The Honorable Loretta Lynch
Attorney
General of the United States
US
Department of Justice
950
Pennsylvania Avenue, NW
Washington,
DC 20530-0001
Subject:
Reading the Senate Torture Report
Dear
Attorney General Lynch:
The
America we believe in does not torture. Yet for years, those who ordered and
committed torture, enforced disappearance and other human rights violations in
the CIA’s secret detention program have enjoyed impunity. That makes a mockery
of the U.S. justice system.
Recently,
the Senate Select Committee on Intelligence released to the public a summary of
its 6,700 page report on these matters, known as the “Senate torture report.”
It contains information about potential violations of federal and international
law.
But shockingly, the Justice Department has failed to commit to reading and reviewing the full report. In litigation the Justice Department has even said that its copies of the full report remain unread, in a sealed envelope.1 Presumably, no one at the Justice Department has even begun to read the full report—let alone take any action on any information it contains on human rights violations, including the crimes under international law of torture and enforced disappearance.
That’s why, along with this letter, we
are sending you a page, during each of the next ten days, for a total of 10
different pages of the de-classified report summary.
Reading
the report is just one step. The Department of Justice must also re-open and
expand its investigations into all CIA interrogations, detentions and
renditions. It must bring to justice in fair trials all the persons, regardless
of their level of office or former level of office, suspected of being involved
in the commission of crimes under international law, such as torture and
enforced disappearance.
Respectfully,
1 See Declaration of Peter J. Kadzik, Assistant
Attorney General, Office of Legislative Affairs, U.S. Department of Justice, ACLU v. CIA, Case 1:13--cv--01870
(filed January 21, 2015, D.D.C.). We are
concerned that the Justice Department and other agencies are not opening the
full report due to a cynical and hyper-technical effort to circumvent U.S. open
records law (the Freedom of Information Act) and prevent the release of the
full report to the public.
From Page 44 of the report:
Operations Handbook from October
2001 states that the CIA does not engage in "human rights
violations," which it defined as: "Torture, cruel, inhuman, degrading
treatment or punishment, or prolonged detention without charges or trial."

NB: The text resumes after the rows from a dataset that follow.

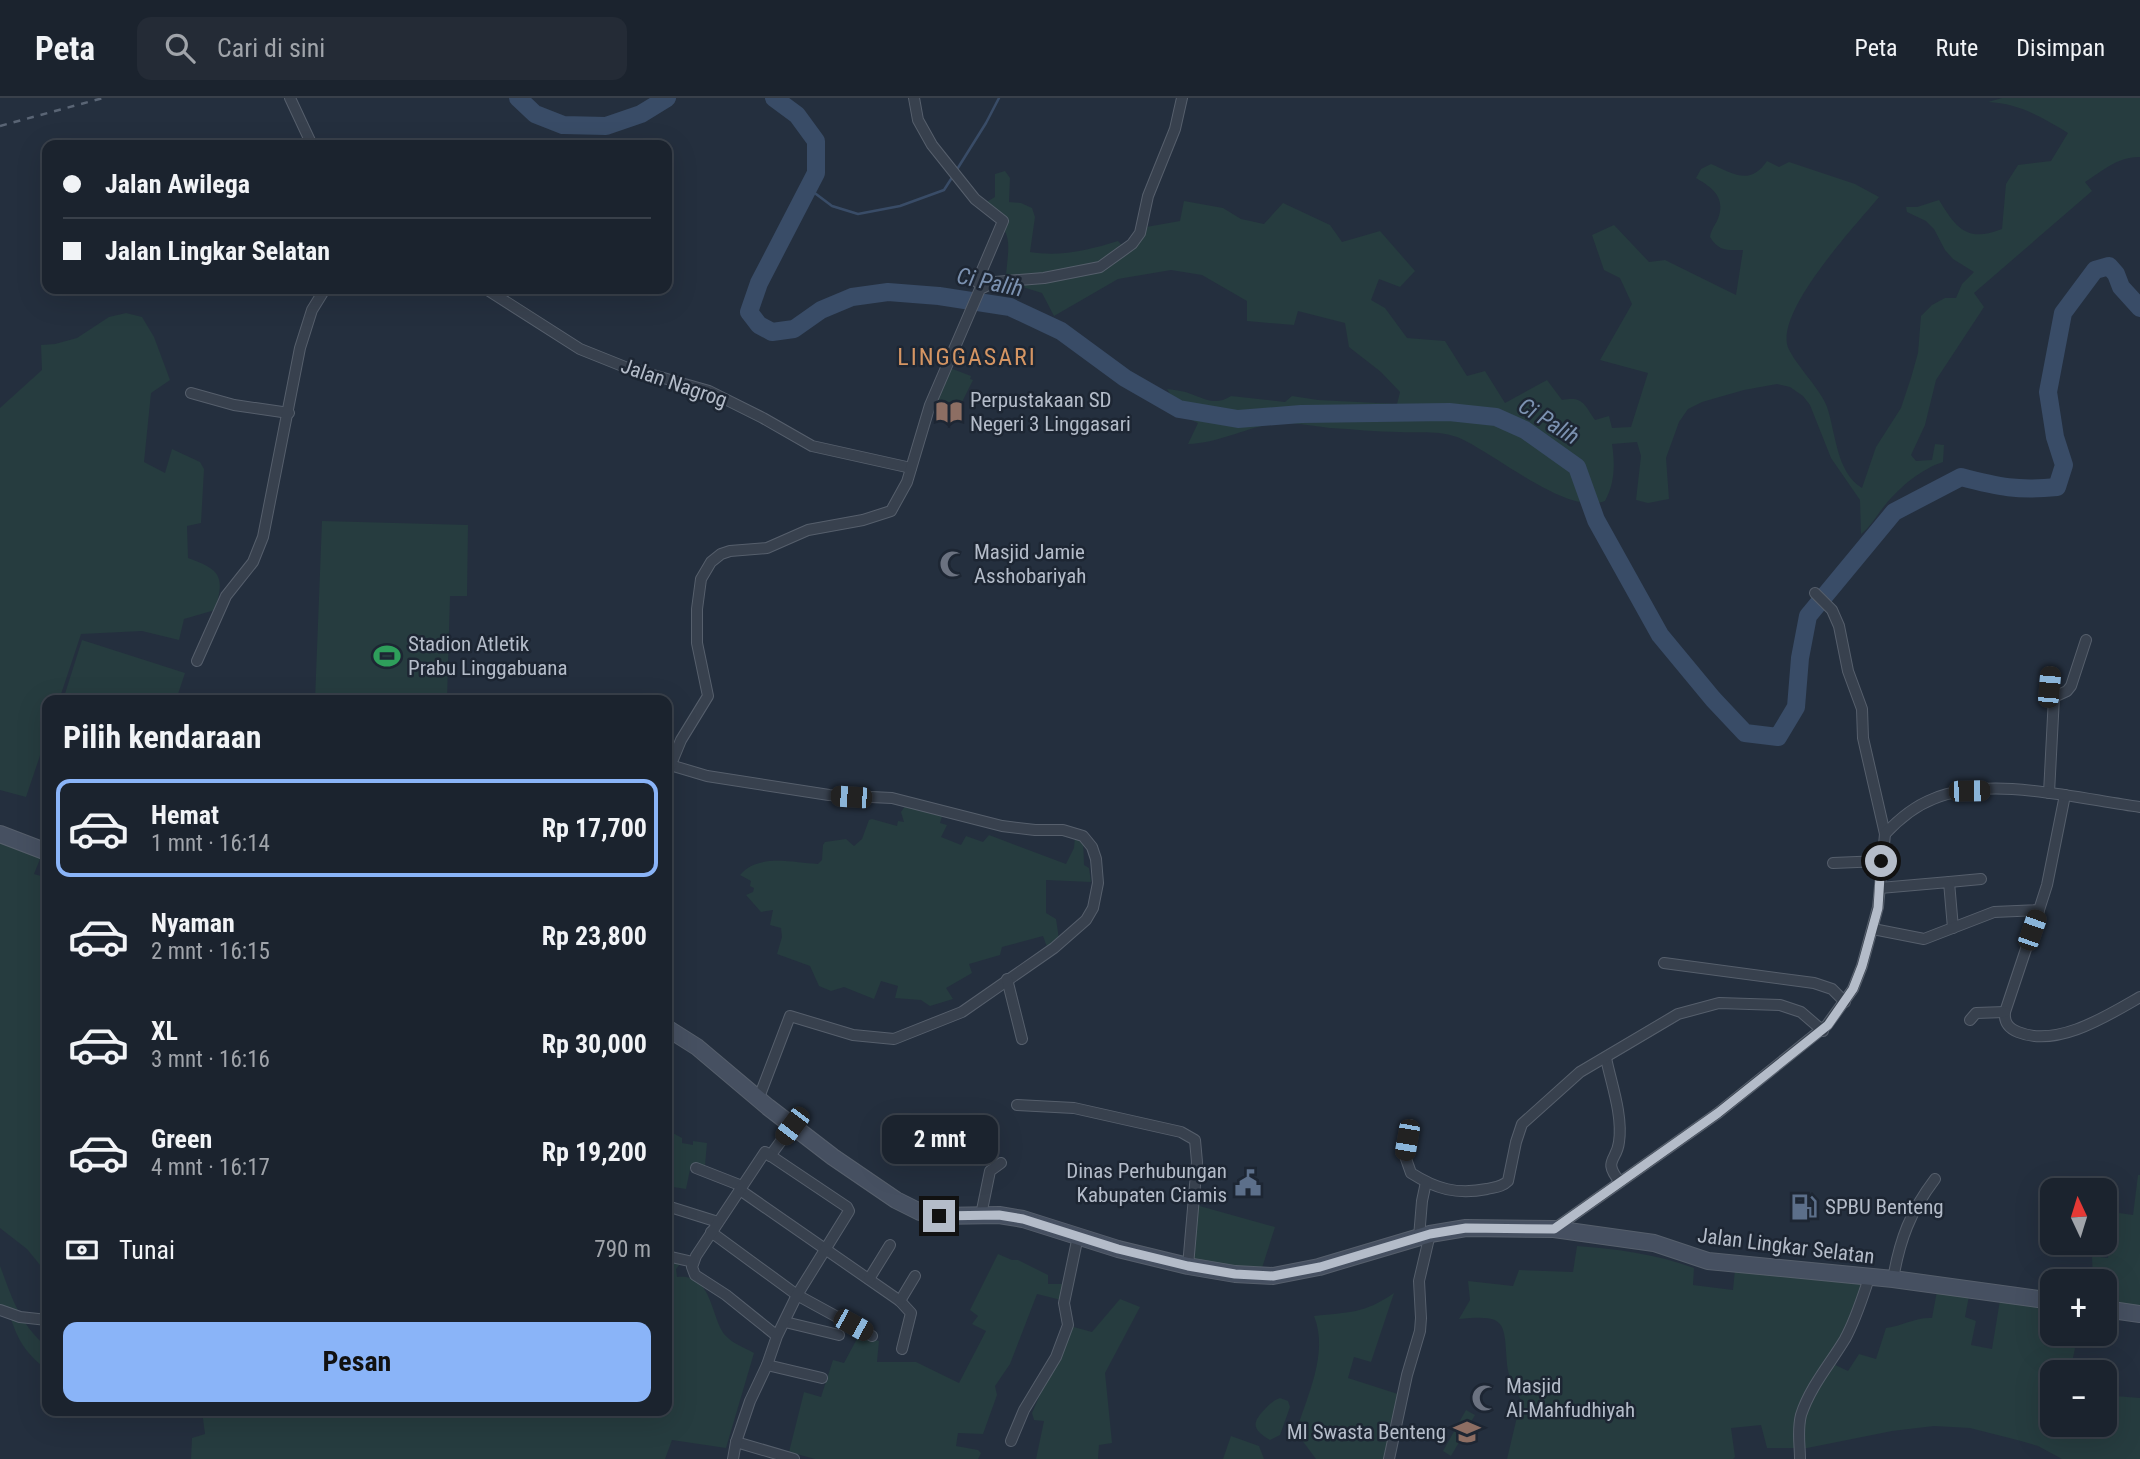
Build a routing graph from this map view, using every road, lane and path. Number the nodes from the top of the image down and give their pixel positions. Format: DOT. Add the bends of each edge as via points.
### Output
graph roads {
  1 [pos="290,98"];
  2 [pos="914,98"];
  3 [pos="1182,98"];
  4 [pos="310,140"];
  5 [pos="982,287"];
  6 [pos="321,294"];
  7 [pos="494,294"];
  8 [pos="191,393"];
  9 [pos="289,413"];
  10 [pos="911,468"];
  11 [pos="1815,593"];
  12 [pos="2086,640"];
  13 [pos="197,661"];
  14 [pos="2050,672"];
  15 [pos="2054,697"];
  16 [pos="672,760"];
  17 [pos="672,770"];
  18 [pos="2049,793"];
  19 [pos="2065,795"];
  20 [pos="2140,807"];
  21 [pos="0,834"];
  22 [pos="1885,834"];
  23 [pos="42,850"];
  24 [pos="1881,861"];
  25 [pos="1833,863"];
  26 [pos="1981,879"];
  27 [pos="1949,882"];
  28 [pos="1880,888"];
  29 [pos="2039,910"];
  30 [pos="1952,928"];
  31 [pos="1873,929"];
  32 [pos="1664,963"];
  33 [pos="1007,979"];
  34 [pos="2140,997"];
  35 [pos="1845,1002"];
  36 [pos="2005,1012"];
  37 [pos="1970,1020"];
  38 [pos="672,1031"];
  39 [pos="1823,1031"];
  40 [pos="1022,1039"];
  41 [pos="1606,1058"];
  42 [pos="758,1100"];
  43 [pos="1017,1105"];
  44 [pos="1410,1125"];
  45 [pos="792,1126"];
  46 [pos="770,1156"];
  47 [pos="1001,1163"];
  48 [pos="696,1168"];
  49 [pos="1935,1179"];
  50 [pos="1426,1182"];
  51 [pos="1620,1182"];
  52 [pos="741,1188"];
  53 [pos="672,1208"];
  54 [pos="981,1215"];
  55 [pos="718,1222"];
  56 [pos="1554,1229"];
  57 [pos="711,1233"];
  58 [pos="1078,1236"];
  59 [pos="1424,1236"];
  60 [pos="890,1245"];
  61 [pos="825,1247"];
  62 [pos="672,1257"];
  63 [pos="693,1262"];
  64 [pos="1188,1266"];
  65 [pos="915,1276"];
  66 [pos="1869,1278"];
  67 [pos="869,1279"];
  68 [pos="1893,1279"];
  69 [pos="797,1295"];
  70 [pos="2040,1299"];
  71 [pos="900,1301"];
  72 [pos="0,1310"];
  73 [pos="2117,1311"];
  74 [pos="2140,1314"];
  75 [pos="42,1319"];
  76 [pos="785,1322"];
  77 [pos="839,1335"];
  78 [pos="777,1336"];
  79 [pos="872,1336"];
  80 [pos="902,1349"];
  81 [pos="767,1365"];
  82 [pos="822,1378"];
  83 [pos="1011,1441"];
  84 [pos="736,1442"];
  85 [pos="733,1459"];
  86 [pos="793,1459"];
  87 [pos="1390,1459"];
  88 [pos="1800,1459"];
  1 -- 4 [label="street"];
  2 -- 5 [label="street" via="924,132 950,168 975,199 1002,219 978,281"];
  3 -- 5 [label="street" via="1175,129 1148,195 1140,233 1132,244 1100,267"];
  5 -- 10 [label="street" via="929,405"];
  6 -- 9 [label="street" via="300,348"];
  7 -- 10 [label="street, Jalan Nagrog" via="580,349 709,391 812,446"];
  8 -- 9 [label="street"];
  9 -- 13 [label="street" via="263,537 253,562 226,596"];
  10 -- 16 [label="street" via="891,511 808,530 767,548 730,551 711,562 701,579 696,608 696,643 708,696"];
  11 -- 22 [label="street" via="1832,610 1839,626 1862,709 1863,738"];
  12 -- 15 [label="street" via="2071,686"];
  14 -- 15 [label="street"];
  15 -- 18 [label="street"];
  17 -- 33 [label="street" via="829,795 892,798 1002,826 1063,830 1083,836 1094,852 1098,875 1093,908 1054,948"];
  18 -- 19 [label="street"];
  18 -- 22 [label="street" via="1951,793 1903,817"];
  19 -- 20 [label="street"];
  19 -- 29 [label="street"];
  21 -- 23 [label="street"];
  22 -- 24 [label="street"];
  24 -- 25 [label="street"];
  24 -- 28 [label="street"];
  26 -- 27 [label="street"];
  27 -- 28 [label="street"];
  27 -- 30 [label="street"];
  28 -- 31 [label="street"];
  29 -- 30 [label="street" via="1994,912"];
  29 -- 36 [label="street"];
  30 -- 31 [label="street" via="1924,939"];
  31 -- 35 [label="street"];
  32 -- 35 [label="street" via="1814,983 1832,989"];
  33 -- 40 [label="street"];
  33 -- 42 [label="street" via="962,1012 894,1039 853,1035 790,1016"];
  34 -- 36 [label="street" via="2094,1023 2039,1036 2010,1029"];
  35 -- 39 [label="street"];
  36 -- 37 [label="street" via="1976,1013"];
  38 -- 42 [label="street, Jalan Lingkar Selatan"];
  39 -- 41 [label="street" via="1793,1007 1719,1003 1678,1014"];
  39 -- 51 [label="street"];
  41 -- 50 [label="street" via="1573,1078 1522,1124 1510,1175 1503,1185 1458,1192"];
  41 -- 51 [label="street" via="1620,1139 1611,1161"];
  42 -- 45 [label="street, Jalan Lingkar Selatan"];
  43 -- 64 [label="street" via="1080,1108 1181,1132 1195,1140"];
  44 -- 50 [label="street" via="1407,1167"];
  45 -- 46 [label="street"];
  45 -- 54 [label="street, Jalan Lingkar Selatan" via="920,1212"];
  46 -- 52 [label="street" via="765,1153"];
  46 -- 61 [label="street" via="847,1207 848,1215"];
  47 -- 54 [label="street" via="990,1171"];
  48 -- 52 [label="street"];
  49 -- 68 [label="street" via="1907,1224"];
  50 -- 59 [label="street"];
  51 -- 56 [label="street"];
  52 -- 55 [label="street"];
  52 -- 61 [label="street"];
  53 -- 55 [label="street"];
  54 -- 58 [label="street, Jalan Lingkar Selatan" via="1023,1219"];
  55 -- 57 [label="street"];
  56 -- 59 [label="street, Jalan Lingkar Selatan" via="1466,1228"];
  56 -- 66 [label="street, Jalan Lingkar Selatan" via="1654,1243 1708,1261"];
  57 -- 63 [label="street"];
  57 -- 69 [label="street"];
  58 -- 64 [label="street, Jalan Lingkar Selatan"];
  58 -- 83 [label="street" via="1064,1303 1068,1325"];
  59 -- 64 [label="street, Jalan Lingkar Selatan" via="1273,1276"];
  59 -- 87 [label="street" via="1420,1331"];
  60 -- 67 [label="street"];
  61 -- 67 [label="street"];
  61 -- 69 [label="street"];
  62 -- 63 [label="street"];
  63 -- 78 [label="street" via="695,1275"];
  65 -- 71 [label="street"];
  66 -- 68 [label="street, Jalan Lingkar Selatan"];
  66 -- 88 [label="street" via="1845,1339 1801,1416"];
  67 -- 71 [label="street"];
  68 -- 70 [label="street, Jalan Lingkar Selatan"];
  69 -- 76 [label="street"];
  69 -- 79 [label="street"];
  71 -- 80 [label="street" via="911,1313"];
  72 -- 75 [label="street"];
  73 -- 74 [label="street"];
  76 -- 77 [label="street"];
  76 -- 78 [label="street"];
  78 -- 81 [label="street"];
  81 -- 82 [label="street"];
  81 -- 84 [label="street"];
  84 -- 85 [label="street"];
  84 -- 86 [label="street"];
}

The handbook further stated that "[i]t is CIA policy to neither participate directly in nor
encourage interrogation which involves the use of force, mental or physical torture,
extremely demeaning indignities or exposure to inhumane treatment of any kind
as an aid to interrogation."
From Page 166:
On September 17, 2001, the
President signed a covert action Memorandum of Notification
(MON) granting the CIA
unprecedented counterterrorism authorities, including the authority to covertly capture and detain individuals
"posing a continuing, serious threat of violence or death to U.S. persons
and interests or planning terrorist activities." The MON made no reference
to interrogations or coercive interrogation techniques.
The CIA was not prepared to take
custody of its first detainee. In the fall of 2001, the CIA explored the
possibility of establishing clandestine detention facilities in several
countries. The CIA's review identified risks associated with clandestine
detention that led it to conclude that U.S. military bases were the best option
for the CIA to detain individuals under the MON authorities.